● What to work on: Every line of the data should be written out exactly, with the pictures left out.

------

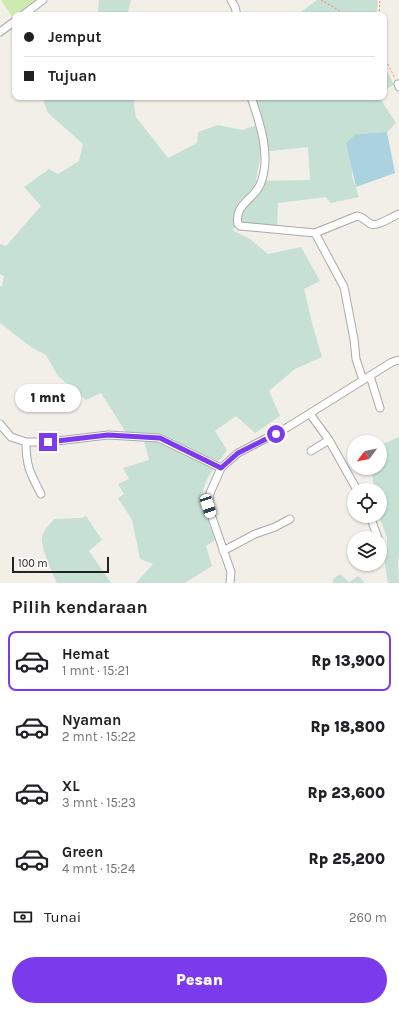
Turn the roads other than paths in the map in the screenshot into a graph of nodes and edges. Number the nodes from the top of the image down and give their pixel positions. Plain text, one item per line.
1 (43, 0) edge
2 (231, 0) edge
3 (27, 12) edge
4 (236, 12) edge
5 (12, 23) edge
6 (0, 32) edge
7 (252, 100) edge
8 (399, 214) edge
9 (315, 233) junction
10 (397, 360) edge
11 (370, 376) junction
12 (363, 380) junction
13 (380, 408) dead end
14 (310, 414) junction
15 (0, 424) edge
16 (329, 440) junction
17 (26, 442) junction
18 (311, 451) dead end
19 (221, 468) junction
20 (353, 483) edge
21 (41, 494) dead end
22 (290, 519) dead end
23 (223, 551) junction
24 (230, 583) edge

1 - 3 street
2 - 4 street
5 - 6 street
7 - 9 street
8 - 9 street
9 - 12 street
10 - 11 street
11 - 12 street
11 - 13 street
12 - 14 street
14 - 16 street
14 - 19 street
15 - 17 street
16 - 18 street
16 - 20 street
17 - 19 street
17 - 21 street
19 - 23 street
22 - 23 street
23 - 24 street

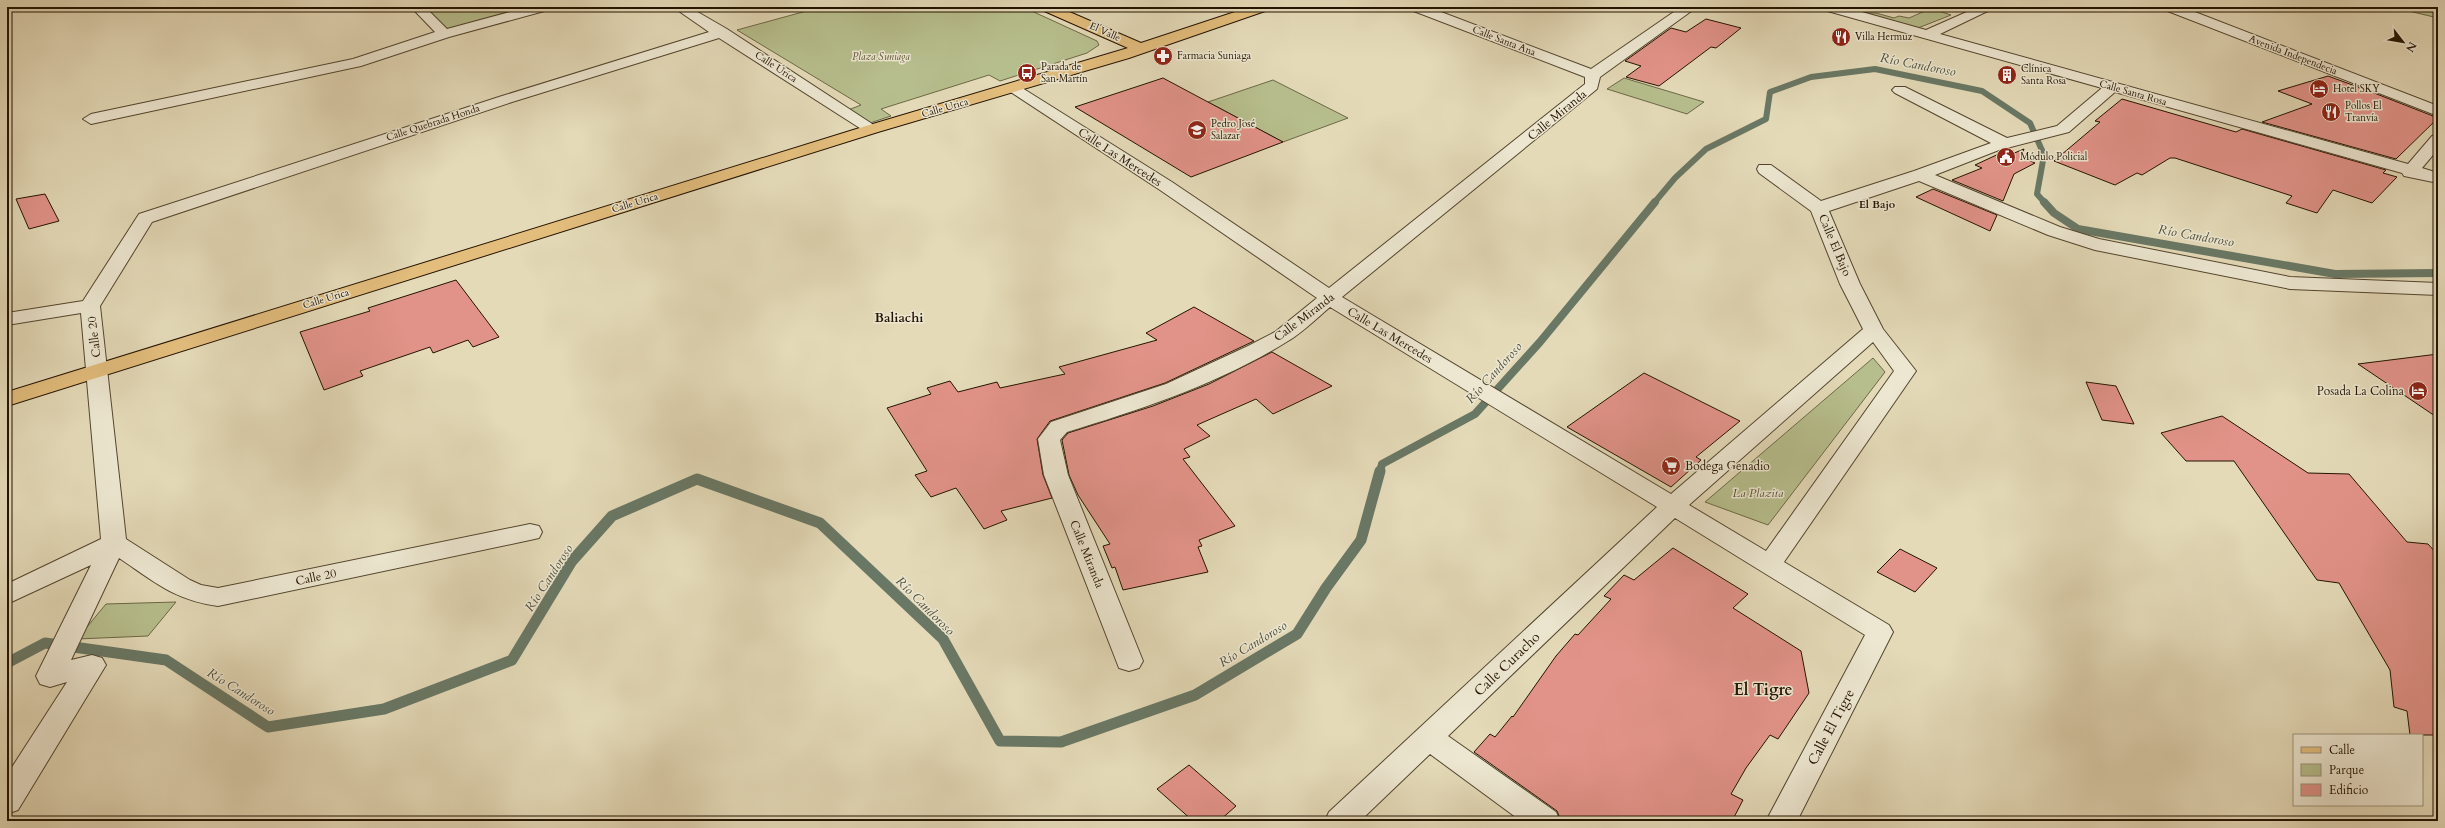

------

● Response for this exercise:
Turn the roads other than paths in the map in the screenshot into a graph of nodes and edges. Number the nodes from the top of the image down and give their pixel positions. Plain text, one item per line.
1 (43, 0) edge
2 (231, 0) edge
3 (27, 12) edge
4 (236, 12) edge
5 (12, 23) edge
6 (0, 32) edge
7 (252, 100) edge
8 (399, 214) edge
9 (315, 233) junction
10 (397, 360) edge
11 (370, 376) junction
12 (363, 380) junction
13 (380, 408) dead end
14 (310, 414) junction
15 (0, 424) edge
16 (329, 440) junction
17 (26, 442) junction
18 (311, 451) dead end
19 (221, 468) junction
20 (353, 483) edge
21 (41, 494) dead end
22 (290, 519) dead end
23 (223, 551) junction
24 (230, 583) edge

1 - 3 street
2 - 4 street
5 - 6 street
7 - 9 street
8 - 9 street
9 - 12 street
10 - 11 street
11 - 12 street
11 - 13 street
12 - 14 street
14 - 16 street
14 - 19 street
15 - 17 street
16 - 18 street
16 - 20 street
17 - 19 street
17 - 21 street
19 - 23 street
22 - 23 street
23 - 24 street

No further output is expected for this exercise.